Leadership changes have been frequent for international unions over the past few years. For the Teamsters, this meant ending the Hoffa era in exchange for question-dodging “militant” Sean O'Brien. For the UAW, Shawn Fain came out swinging to reverse membership losses, which isn't going well for him at the moment. Now, SEIU President Mary Kay Henry has stepped down after 14 years, most focused on the union’s "Fight For $15" initiative.
Henry passes the baton to April Verrett, the union’s first Black president, raised by her grandmother, an SEIU union steward. Verrett’s
two-decade tenure includes stints as co-chair of the National Organizing Committee and National Home Care Council chair. She was also credited with pushing for healthcare workers’ safety during the pandemic. Verrett spent the past few years as the international’s secretary-treasurer and previously led the Los Angeles-area Local 2015 for three years. At first glance, she looks like a natural fit for her new gig.
However, Verrett’s leadership record doesn’t appear to be pristine. The Labor Pains blog recently called attention to an early 2024 report from the Center for Union Facts regarding a 2022 strike by Local 2015’s own staffers.

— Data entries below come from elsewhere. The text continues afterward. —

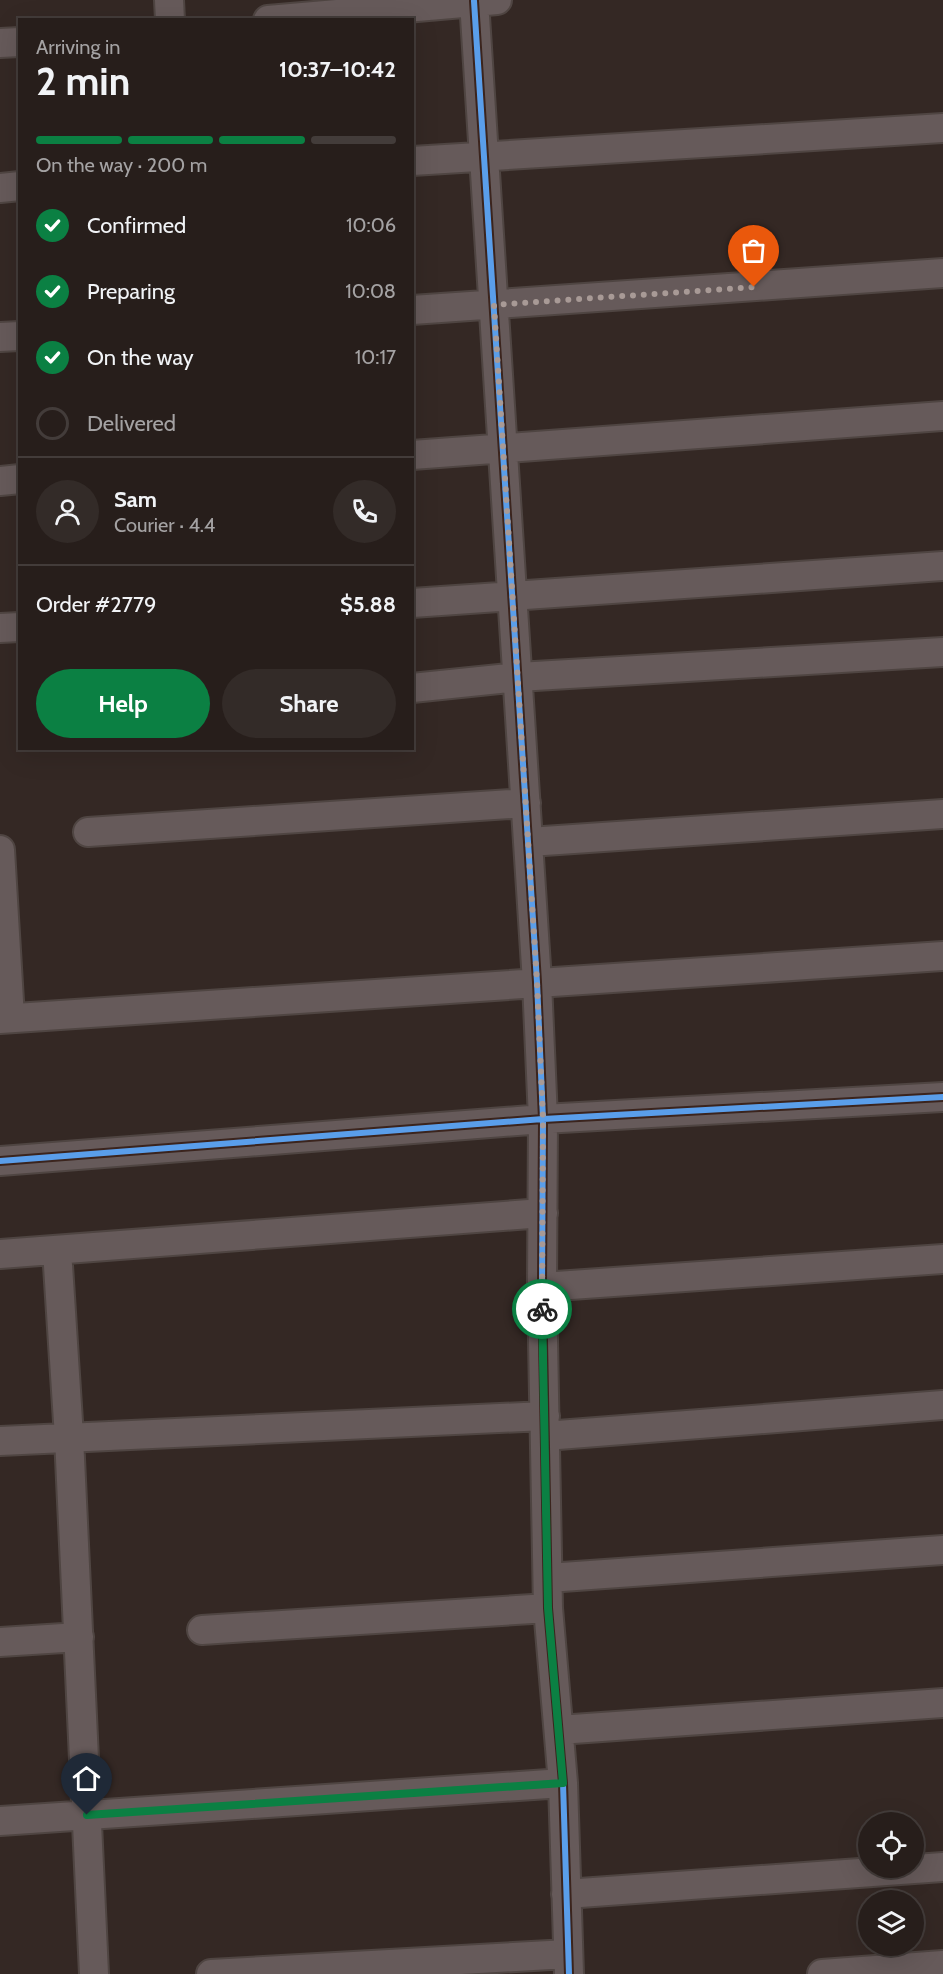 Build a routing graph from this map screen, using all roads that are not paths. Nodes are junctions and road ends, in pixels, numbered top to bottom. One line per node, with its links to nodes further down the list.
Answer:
1 (169, 0): 3 (street)
2 (485, 1): 4 (street); 8 (street)
3 (170, 18)
4 (290, 18)
5 (18, 42): 6 (street)
6 (0, 43)
7 (943, 128): 8 (street)
8 (485, 156): 9 (street); 13 (street)
9 (414, 161)
10 (18, 186): 11 (street)
11 (0, 188)
12 (943, 273): 13 (street)
13 (494, 305): 14 (street); 18 (street)
14 (414, 310)
15 (18, 336): 16 (street)
16 (0, 337)
17 (943, 416): 18 (street)
18 (503, 449): 19 (street); 23 (street)
19 (414, 455)
20 (18, 479): 21 (street)
21 (0, 481)
22 (943, 566): 23 (street)
23 (513, 597): 24 (street); 28 (street)
24 (414, 603)
25 (18, 627): 26 (street)
26 (0, 628)
27 (943, 652): 28 (street)
28 (518, 677): 29 (street); 30 (street)
29 (414, 688)
30 (526, 803): 32 (street); 33 (street)
31 (943, 814): 33 (street)
32 (88, 832)
33 (529, 842): 36 (street)
34 (0, 850): 37 (street)
35 (943, 956): 36 (street)
36 (537, 982): 37 (street); 39 (street)
37 (5, 1018)
38 (943, 1097): 39 (street)
39 (543, 1119): 40 (street); 41 (street)
40 (0, 1161)
41 (543, 1213): 42 (street); 45 (street)
42 (57, 1250): 43 (street); 48 (street)
43 (0, 1254)
44 (943, 1259): 45 (street)
45 (542, 1287): 47 (street)
46 (943, 1404): 47 (street)
47 (545, 1426): 48 (street); 51 (street)
48 (69, 1437): 49 (street); 54 (street)
49 (0, 1441)
50 (943, 1550): 51 (street)
51 (548, 1578): 52 (street)
52 (548, 1608): 53 (street); 57 (street)
53 (202, 1630)
54 (79, 1637): 55 (street); 59 (street)
55 (0, 1642)
56 (943, 1703): 57 (street)
57 (559, 1730): 58 (street)
58 (563, 1783): 59 (street); 62 (street)
59 (87, 1815): 60 (street); 65 (street)
60 (0, 1821)
61 (943, 1867): 62 (street)
62 (566, 1894): 63 (street)
63 (568, 1964): 66 (street)
64 (943, 1965): 67 (street)
65 (94, 1974)
66 (211, 1974)
67 (822, 1974)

These workers accused the union brass, including Verrett, of hypocritically attempting to shut down SEIU staffers’ union drive and engineering a “culture of toxicity” through intimidation and retaliation.
Verrett also has a potential PR mess in the works after the SEIU backed the initiative that eventually led to California's AB 1228 law, which led to a $20 minimum wage for most fast food workers in the state and a Fast Food Sector Council through which workers can bypass employers and bargain with an entire industry. This has quickly led to job losses and soaring menu prices as companies struggle to absorb higher labor costs. As those companies add automation to reduce labor costs, this will become a worse look for an alleged “union success.”
If you thought Mary Kay Henry would have her head in the sand on those problems, yep, you are correct. In an exit interview with Fast Company, Henry expressed hope that Verrett would use this "new model" for other industries, including hospitality and healthcare, and in the South.
That is a curious wish because it’s hard to ascertain what the SEIU is getting out of AB 1228. The affected fast food workers are not SEIU members and, therefore, are not paying union dues. If Verrett keeps that trend going, then she will stand little chance of reversing Mary Kay Henry’s era of falling SEIU membership – from 2.1 million to about 1.9 million currently – despite the ongoing nationwide organizing drive at Starbucks by SEIU-affiliated Workers United. It’s no wonder that the New York Times profile called Henry‘s Fight For $15 “only half successful.”
Unsurprisingly, VP Kamala Harris claims to be a fan of Verrett and enthusiastically praised her during last week’s SEIU’s Quadrennial Convention. Yet let’s get real: this was a 2024 campaign appearance, in which Harris mainly talked about presidential campaign points and bragged about being part of the “most pro-union administration in our nation’s history.”